Brewing up a regular ol’ cuppa joe seems like such an everyday thing to do, but travel back across the antiquities of time and you’ll see just how dangerous a morning coffee used to be.
It’s surprising to think that a sip of your favourite blend could have got you roughed up, landed you in jail, or even put to death. A grim thought, but thankfully those times when a cup of coffee was criminal are well and truly over.
So if you haven’t already, go and fix yourself up with a nice cup of Foxy Brown or whatever coffee you have in the cupboard, and read on to discover what might have happened to you in another lifetime.
Because Coffee Makes You Feel Good
Let’s start in 16th century Mecca, where the city’s governor outlawed coffee and sent out his cronies to torch coffee stalls in the streets. The year was 1511, and Khair Beg believed the intoxicating effects of coffee put it in the same boat as booze, so drinking it seemed to fly in the face of the Quran. The ban didn’t last very long at all, just a couple of weeks, but other rulers soon followed suit.
Because Coffee is the Devil’s Drink
Coffee was banned in Italy?! Hard to imagine, but it’s true. This time around it was the Catholic Church that turned their nose up to caffeine. They didn’t like the strange energising effect it had on people. Also, it was from mysterious faraway lands, which immediately made them suspicious.
It’s no wonder then that they came to the conclusion it was a satanic beverage that must be condemned for eternity. That was until Pope Clement VIII had a taste, and promptly baptised the humble coffee bean to make it safe for Christians to drink!
When Coffee Would Get You Killed
Moving onto the 17th century, and to what is undeniably the harshest crackdown on coffee the world has ever seen. Sultan Murad IV initiated a ban on coffee across the entire Ottoman Empire starting in 1633, which lasted for more than 100 years.
Legend has it that Murad would disguise himself as a commoner and roam the streets, sniffing out illegal coffee houses and decapitating criminal drinkers on the spot. When his successor Ibrahim took over, first offenders would get away with a nasty beating to recompense for their wrongdoing. But if you were caught a second time, you’d find yourself stuffed in a leather sack and unceremoniously chucked in a river to drown.

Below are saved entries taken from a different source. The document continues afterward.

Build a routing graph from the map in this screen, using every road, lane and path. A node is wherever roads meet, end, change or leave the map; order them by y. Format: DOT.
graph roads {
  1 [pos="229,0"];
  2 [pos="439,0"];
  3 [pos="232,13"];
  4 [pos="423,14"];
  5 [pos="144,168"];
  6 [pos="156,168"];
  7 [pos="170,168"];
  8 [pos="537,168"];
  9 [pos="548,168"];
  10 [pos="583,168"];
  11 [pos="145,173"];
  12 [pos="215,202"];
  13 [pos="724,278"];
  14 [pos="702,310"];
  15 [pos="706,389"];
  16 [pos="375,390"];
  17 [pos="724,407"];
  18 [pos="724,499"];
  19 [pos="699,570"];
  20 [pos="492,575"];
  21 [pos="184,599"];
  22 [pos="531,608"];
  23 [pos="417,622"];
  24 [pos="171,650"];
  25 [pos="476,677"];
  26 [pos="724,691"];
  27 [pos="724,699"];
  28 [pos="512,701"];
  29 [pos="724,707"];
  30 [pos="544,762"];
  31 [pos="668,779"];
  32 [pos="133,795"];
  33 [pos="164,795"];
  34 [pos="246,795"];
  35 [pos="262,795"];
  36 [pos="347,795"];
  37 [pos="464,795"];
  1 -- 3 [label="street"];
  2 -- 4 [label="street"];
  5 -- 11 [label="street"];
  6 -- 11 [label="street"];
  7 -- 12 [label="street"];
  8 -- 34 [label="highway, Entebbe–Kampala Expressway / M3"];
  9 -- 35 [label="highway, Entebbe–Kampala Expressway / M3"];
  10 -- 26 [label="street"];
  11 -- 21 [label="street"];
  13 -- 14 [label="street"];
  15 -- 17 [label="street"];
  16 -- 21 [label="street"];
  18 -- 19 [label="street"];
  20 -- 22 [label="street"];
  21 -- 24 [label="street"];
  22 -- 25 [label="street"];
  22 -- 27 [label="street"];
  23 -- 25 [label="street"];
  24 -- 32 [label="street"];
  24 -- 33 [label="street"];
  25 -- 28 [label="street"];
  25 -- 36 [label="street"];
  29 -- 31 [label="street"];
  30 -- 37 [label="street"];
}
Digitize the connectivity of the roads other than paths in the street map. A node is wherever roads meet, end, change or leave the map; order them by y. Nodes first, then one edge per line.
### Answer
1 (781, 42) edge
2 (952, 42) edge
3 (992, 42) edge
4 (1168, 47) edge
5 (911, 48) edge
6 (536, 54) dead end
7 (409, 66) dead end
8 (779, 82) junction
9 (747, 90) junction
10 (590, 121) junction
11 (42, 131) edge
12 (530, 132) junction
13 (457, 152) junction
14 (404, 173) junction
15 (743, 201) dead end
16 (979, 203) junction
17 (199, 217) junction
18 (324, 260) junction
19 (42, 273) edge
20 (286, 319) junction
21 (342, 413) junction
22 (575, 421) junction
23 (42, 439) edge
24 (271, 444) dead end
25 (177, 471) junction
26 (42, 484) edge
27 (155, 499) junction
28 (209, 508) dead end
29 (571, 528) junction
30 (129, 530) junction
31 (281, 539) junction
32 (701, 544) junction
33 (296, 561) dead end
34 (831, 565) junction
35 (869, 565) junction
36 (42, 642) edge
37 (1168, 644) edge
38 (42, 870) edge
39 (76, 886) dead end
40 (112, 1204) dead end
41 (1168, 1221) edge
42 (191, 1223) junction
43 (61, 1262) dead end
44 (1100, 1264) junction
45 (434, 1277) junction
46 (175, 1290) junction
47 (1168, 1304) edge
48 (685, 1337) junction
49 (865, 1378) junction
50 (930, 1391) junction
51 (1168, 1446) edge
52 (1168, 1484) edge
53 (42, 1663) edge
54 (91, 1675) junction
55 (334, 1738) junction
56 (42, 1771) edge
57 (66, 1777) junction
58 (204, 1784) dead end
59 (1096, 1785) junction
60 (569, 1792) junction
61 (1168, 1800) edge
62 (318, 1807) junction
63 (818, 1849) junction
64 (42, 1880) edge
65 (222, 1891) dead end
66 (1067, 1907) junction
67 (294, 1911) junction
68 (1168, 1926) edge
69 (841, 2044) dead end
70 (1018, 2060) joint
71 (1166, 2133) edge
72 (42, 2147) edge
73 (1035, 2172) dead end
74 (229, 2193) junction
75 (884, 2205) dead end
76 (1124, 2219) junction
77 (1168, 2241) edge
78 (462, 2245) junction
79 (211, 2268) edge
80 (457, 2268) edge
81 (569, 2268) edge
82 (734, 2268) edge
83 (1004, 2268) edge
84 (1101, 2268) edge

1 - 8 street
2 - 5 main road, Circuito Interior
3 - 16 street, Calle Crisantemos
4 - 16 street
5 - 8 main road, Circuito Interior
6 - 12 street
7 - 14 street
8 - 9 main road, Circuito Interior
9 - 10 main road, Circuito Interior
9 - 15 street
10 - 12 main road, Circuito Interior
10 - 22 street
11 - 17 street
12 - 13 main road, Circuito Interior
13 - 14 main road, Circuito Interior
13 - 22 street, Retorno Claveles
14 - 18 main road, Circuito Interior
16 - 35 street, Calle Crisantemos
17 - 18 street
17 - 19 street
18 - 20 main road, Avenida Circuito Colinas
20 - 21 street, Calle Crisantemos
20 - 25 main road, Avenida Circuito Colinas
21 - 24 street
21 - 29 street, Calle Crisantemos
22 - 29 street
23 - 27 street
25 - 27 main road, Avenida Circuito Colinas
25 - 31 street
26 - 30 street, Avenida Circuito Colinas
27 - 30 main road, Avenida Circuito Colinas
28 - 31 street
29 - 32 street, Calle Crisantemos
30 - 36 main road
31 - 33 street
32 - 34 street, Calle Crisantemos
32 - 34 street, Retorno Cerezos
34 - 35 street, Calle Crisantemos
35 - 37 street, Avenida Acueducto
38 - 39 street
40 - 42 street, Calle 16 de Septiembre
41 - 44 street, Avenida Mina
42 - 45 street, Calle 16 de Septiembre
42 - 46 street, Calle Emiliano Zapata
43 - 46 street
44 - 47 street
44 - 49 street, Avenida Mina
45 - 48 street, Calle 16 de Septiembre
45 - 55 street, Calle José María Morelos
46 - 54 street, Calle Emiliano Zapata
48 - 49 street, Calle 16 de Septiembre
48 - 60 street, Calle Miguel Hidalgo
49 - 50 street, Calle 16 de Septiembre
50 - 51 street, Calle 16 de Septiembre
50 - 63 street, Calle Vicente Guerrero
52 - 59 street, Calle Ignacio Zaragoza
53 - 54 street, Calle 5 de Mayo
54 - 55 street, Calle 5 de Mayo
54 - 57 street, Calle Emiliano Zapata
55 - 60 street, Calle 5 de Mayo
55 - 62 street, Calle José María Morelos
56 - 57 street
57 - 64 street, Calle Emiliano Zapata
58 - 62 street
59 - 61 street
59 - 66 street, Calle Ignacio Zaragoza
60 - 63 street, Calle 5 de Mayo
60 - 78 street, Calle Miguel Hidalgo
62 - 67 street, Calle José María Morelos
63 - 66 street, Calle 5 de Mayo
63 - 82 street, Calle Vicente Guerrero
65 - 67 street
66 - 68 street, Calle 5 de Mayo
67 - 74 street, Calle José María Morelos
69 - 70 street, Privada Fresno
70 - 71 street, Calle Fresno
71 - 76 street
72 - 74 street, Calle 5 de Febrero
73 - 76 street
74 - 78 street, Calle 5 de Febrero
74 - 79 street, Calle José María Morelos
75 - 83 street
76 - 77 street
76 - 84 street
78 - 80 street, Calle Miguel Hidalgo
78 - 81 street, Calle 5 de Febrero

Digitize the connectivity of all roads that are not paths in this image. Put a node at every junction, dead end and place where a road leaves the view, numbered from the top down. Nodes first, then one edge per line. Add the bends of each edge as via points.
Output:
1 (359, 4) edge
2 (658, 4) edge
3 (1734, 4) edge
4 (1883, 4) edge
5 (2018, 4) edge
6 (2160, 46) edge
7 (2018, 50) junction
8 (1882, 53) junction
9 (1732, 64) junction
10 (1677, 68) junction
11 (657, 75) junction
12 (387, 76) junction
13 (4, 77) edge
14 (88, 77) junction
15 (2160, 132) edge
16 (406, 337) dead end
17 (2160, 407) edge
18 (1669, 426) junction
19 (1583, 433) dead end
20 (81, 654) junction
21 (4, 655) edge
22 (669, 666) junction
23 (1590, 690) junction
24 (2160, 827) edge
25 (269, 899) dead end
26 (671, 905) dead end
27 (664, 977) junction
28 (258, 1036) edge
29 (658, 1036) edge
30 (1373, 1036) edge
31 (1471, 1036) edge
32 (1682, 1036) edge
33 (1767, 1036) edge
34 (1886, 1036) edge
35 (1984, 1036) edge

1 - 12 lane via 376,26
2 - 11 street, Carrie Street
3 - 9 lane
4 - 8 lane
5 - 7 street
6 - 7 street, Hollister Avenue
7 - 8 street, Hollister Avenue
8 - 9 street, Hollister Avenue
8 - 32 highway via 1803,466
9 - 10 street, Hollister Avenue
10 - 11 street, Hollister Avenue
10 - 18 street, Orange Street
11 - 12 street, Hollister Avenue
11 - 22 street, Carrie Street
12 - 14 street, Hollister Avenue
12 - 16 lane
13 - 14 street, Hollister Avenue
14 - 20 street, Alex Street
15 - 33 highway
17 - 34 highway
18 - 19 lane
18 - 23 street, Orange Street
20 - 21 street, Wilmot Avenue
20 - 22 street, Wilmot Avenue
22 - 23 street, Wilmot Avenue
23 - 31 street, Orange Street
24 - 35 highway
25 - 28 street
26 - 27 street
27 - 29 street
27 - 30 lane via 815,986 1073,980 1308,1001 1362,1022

When Coffee Made Rulers Mad
Around the same time in England, London’s first coffee house opened in 1652, and within a couple of decades, King Charles II declared all coffee houses must close. But what was his concern with this new foreign brew?
Well, it was stimulating political discussions across the capital, sparking debates in which the monarchy was the butt of insulting jokes. Not one to be taken the piss out of, a proclamation to suppress coffee houses was published, however lawmakers saw to it that no ban was actually enacted.
Over in Prussia, now modern-day Germany and Poland, Emperor Frederick the Great had a different beef against coffee. He didn’t like the money pouring out of the country to pay for this exotic new drink, so he created a state monopoly over coffee imports and banned the public from roasting their own beans.
The Infamous Swedish Coffee Experiment
Numerous Swedish kings grappled with coffee for over 60 years, enforcing five separate bans on it between 1756 and 1817. All sorts of reasons were touted for why coffee was bad, all of them nonsense. Persistent offenders would have their coffee cups and saucers confiscated.
In a bizarre experiment to try and prove coffee was bad for your health, a pair of identical twins who had already been sentenced to death were summoned to be human guinea pigs. One twin was made to drink three pots of coffee a day while the other drank tea. Turned out the tea drinker died first, at the ripe old age of 83.
Honouring the Coffee Drinkers of the Past
The common theme to take away from all these historic coffee bans was that in every instance, it was a minority who were against it. For your average guy and gal, coffee drinking was enjoyable, a time to talk, relax, and have fun. Let’s thank our predecessors for sticking a finger up to the man so that we can drink coffee in peace today.